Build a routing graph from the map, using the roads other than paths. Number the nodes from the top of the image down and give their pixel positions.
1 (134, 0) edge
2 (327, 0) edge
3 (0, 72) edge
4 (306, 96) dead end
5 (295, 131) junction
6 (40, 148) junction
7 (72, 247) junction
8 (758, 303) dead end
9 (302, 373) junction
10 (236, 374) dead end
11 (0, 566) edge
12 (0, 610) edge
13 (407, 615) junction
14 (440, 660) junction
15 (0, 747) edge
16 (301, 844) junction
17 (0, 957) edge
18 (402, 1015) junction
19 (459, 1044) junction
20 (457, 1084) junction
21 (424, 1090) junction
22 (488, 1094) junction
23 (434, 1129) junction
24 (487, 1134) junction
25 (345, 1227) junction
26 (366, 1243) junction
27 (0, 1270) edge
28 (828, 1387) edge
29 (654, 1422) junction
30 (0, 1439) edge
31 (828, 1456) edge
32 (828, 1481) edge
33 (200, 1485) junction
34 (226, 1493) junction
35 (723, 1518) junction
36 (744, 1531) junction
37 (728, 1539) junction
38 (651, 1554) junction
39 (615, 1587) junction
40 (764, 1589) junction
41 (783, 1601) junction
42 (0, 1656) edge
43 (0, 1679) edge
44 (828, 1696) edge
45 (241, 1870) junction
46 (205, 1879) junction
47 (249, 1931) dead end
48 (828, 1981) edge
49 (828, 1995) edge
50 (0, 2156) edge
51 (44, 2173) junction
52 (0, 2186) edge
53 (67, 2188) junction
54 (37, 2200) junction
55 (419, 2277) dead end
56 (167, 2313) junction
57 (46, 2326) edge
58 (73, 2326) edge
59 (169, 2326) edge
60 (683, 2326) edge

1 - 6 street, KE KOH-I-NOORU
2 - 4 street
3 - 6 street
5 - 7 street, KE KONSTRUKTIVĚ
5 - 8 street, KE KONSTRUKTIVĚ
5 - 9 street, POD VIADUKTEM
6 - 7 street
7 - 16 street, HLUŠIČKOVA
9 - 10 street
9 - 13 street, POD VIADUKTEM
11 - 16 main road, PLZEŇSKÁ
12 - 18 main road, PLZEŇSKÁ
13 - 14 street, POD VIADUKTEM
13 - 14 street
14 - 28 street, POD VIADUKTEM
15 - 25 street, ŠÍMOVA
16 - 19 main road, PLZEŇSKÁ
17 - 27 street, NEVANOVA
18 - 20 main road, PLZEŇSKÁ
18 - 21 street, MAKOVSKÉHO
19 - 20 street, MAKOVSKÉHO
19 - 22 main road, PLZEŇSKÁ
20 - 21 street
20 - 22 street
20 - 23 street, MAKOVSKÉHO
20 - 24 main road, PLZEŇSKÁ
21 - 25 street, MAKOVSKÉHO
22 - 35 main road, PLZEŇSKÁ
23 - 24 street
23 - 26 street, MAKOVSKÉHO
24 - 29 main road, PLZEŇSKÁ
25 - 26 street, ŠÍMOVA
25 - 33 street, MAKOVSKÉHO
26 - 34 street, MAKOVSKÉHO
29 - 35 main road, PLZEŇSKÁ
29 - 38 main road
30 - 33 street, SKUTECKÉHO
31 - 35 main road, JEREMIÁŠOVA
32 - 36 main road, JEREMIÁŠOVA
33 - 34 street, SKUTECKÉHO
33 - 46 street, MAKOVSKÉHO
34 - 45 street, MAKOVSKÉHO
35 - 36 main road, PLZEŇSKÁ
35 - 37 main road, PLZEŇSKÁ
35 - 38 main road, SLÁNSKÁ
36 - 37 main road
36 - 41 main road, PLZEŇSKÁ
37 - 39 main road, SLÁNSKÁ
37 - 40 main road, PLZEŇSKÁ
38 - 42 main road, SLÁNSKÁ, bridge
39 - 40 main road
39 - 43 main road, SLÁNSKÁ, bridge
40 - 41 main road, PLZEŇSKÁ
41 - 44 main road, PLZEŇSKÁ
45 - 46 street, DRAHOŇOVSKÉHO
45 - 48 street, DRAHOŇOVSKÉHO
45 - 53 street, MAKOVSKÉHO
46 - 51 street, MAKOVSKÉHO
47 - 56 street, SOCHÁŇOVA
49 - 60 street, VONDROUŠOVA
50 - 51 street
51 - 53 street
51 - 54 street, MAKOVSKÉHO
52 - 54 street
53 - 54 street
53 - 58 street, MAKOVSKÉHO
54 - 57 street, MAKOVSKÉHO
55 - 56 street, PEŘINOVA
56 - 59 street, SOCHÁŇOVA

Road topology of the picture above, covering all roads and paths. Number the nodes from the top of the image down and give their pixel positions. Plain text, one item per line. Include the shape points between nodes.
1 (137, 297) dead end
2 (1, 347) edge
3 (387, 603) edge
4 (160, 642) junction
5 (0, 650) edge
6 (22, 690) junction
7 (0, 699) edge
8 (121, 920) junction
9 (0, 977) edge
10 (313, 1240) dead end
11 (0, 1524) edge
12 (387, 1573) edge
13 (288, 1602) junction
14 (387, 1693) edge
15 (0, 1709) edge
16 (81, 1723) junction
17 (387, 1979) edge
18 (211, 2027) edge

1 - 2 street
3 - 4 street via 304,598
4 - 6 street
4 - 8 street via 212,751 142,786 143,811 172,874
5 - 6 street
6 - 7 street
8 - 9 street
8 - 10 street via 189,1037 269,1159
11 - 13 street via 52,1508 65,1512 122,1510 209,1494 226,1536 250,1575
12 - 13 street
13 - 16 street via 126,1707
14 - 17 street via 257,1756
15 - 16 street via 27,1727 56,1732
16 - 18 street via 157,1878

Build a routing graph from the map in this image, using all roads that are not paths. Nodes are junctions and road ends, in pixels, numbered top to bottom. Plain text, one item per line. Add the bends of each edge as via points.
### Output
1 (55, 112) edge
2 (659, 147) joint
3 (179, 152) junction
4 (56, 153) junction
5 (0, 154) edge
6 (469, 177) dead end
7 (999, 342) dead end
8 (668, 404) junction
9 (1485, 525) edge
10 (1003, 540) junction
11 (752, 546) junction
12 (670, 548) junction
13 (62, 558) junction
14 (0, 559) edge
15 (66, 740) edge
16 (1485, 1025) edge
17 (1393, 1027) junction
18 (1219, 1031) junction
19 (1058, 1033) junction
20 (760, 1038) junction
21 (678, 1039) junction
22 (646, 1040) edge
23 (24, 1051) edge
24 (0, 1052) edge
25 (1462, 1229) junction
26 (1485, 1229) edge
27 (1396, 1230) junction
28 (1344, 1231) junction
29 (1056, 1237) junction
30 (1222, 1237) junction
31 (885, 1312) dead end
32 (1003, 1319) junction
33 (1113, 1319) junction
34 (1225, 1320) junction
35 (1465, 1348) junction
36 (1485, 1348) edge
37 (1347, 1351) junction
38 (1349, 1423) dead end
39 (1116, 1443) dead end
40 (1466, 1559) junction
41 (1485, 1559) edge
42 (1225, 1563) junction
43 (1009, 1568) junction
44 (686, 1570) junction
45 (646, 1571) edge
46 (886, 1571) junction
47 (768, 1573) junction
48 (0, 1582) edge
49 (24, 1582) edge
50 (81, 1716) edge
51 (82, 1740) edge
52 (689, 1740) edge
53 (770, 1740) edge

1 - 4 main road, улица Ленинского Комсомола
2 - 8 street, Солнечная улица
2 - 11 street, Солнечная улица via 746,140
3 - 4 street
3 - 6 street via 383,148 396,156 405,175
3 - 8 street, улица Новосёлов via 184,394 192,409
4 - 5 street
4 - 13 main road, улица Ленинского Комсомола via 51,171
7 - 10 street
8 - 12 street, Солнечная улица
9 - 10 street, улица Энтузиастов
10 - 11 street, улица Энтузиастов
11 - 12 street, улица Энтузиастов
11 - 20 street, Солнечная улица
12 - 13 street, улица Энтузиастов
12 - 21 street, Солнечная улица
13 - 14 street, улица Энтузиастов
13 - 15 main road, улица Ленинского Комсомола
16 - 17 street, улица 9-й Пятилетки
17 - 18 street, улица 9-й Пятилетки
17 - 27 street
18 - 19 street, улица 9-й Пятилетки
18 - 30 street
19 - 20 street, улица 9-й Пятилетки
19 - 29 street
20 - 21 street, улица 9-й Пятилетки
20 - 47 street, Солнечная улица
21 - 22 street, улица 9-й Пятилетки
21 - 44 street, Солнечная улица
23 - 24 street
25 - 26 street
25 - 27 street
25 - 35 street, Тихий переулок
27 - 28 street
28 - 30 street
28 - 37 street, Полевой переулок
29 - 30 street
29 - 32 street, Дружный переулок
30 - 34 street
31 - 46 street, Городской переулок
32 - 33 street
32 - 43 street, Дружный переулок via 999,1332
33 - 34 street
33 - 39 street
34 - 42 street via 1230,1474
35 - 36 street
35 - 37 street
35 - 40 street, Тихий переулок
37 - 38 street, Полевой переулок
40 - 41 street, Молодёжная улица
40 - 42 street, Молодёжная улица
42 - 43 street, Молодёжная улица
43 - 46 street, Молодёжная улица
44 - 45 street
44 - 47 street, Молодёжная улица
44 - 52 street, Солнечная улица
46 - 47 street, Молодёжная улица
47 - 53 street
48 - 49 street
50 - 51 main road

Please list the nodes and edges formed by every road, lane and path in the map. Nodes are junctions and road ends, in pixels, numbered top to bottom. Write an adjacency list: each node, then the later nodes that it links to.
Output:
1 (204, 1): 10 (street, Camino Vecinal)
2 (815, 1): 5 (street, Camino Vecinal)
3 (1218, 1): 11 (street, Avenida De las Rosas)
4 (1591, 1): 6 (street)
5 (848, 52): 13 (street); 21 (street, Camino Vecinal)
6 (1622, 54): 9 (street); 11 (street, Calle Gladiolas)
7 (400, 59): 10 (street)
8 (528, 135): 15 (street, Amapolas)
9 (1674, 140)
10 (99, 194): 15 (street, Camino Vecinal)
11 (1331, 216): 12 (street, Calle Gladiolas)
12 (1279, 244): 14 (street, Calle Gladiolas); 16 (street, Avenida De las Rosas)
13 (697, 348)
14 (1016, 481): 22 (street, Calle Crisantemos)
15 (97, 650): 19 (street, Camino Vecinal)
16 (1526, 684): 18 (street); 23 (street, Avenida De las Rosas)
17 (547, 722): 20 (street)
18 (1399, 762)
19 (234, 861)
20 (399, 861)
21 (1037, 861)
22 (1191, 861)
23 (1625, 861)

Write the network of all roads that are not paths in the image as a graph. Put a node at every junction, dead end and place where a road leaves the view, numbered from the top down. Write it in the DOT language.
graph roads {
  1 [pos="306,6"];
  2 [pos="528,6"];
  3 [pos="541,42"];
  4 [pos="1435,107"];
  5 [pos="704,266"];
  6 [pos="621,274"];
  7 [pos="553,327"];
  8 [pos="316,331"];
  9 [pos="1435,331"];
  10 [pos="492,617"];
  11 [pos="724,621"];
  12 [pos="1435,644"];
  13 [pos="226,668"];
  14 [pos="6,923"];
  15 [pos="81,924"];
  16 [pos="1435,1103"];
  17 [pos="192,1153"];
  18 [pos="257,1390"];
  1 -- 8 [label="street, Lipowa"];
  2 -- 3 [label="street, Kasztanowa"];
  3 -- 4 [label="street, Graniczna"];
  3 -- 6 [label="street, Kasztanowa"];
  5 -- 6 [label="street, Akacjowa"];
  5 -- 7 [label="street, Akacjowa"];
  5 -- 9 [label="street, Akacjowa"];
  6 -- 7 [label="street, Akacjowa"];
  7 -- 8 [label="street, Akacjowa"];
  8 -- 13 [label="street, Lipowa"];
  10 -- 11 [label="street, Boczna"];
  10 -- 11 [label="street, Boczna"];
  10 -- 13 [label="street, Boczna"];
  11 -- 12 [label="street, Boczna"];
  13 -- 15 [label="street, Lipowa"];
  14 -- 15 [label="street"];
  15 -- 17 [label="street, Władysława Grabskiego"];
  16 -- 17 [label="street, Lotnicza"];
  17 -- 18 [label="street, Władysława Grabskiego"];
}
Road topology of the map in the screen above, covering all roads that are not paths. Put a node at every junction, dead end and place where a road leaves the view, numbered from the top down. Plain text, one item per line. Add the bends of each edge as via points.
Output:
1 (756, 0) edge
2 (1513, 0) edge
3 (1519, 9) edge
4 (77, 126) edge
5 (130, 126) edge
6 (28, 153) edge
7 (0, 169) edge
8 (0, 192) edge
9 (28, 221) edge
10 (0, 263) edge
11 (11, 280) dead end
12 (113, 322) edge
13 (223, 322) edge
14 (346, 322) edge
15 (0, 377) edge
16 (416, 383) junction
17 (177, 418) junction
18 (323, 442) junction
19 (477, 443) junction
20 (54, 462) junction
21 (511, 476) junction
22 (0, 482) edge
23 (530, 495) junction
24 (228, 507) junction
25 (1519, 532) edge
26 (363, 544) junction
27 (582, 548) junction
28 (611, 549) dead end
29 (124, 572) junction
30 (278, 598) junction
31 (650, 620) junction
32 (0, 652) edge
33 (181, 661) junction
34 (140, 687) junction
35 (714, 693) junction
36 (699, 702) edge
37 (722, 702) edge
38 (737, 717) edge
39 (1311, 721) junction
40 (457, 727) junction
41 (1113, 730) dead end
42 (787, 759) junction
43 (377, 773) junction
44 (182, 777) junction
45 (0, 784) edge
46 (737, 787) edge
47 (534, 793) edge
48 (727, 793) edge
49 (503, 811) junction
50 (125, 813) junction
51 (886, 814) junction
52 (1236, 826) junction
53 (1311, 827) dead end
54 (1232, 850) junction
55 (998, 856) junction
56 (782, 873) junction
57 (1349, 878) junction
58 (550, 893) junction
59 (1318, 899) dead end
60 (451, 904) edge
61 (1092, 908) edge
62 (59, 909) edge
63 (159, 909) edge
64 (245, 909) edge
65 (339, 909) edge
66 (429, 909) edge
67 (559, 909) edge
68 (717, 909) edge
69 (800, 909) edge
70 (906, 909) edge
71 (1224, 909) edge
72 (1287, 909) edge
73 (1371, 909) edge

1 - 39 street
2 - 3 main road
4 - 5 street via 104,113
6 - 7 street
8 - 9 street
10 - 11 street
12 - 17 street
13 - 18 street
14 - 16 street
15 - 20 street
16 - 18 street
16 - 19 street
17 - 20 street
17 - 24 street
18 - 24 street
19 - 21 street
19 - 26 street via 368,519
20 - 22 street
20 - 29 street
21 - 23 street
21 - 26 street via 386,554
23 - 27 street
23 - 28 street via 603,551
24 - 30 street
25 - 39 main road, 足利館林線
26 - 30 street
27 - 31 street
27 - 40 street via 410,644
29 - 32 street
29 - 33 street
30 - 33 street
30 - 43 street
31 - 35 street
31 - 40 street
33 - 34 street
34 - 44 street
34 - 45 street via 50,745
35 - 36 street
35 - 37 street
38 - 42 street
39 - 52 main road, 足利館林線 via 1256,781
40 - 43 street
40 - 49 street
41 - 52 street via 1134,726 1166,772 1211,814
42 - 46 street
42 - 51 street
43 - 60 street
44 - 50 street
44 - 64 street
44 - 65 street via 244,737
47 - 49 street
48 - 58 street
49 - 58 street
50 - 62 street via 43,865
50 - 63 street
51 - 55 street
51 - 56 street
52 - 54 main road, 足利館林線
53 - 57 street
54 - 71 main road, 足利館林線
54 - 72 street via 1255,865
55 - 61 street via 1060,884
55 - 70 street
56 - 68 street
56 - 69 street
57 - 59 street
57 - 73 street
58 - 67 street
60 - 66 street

--*--

> [WORK INSTRUCTION]:
Check each line of the listing above. Copy the ones with the word "Rosas".

> [RESPONSE TO THE TASK]:
3 (1218, 1): 11 (street, Avenida De las Rosas)
12 (1279, 244): 14 (street, Calle Gladiolas); 16 (street, Avenida De las Rosas)
16 (1526, 684): 18 (street); 23 (street, Avenida De las Rosas)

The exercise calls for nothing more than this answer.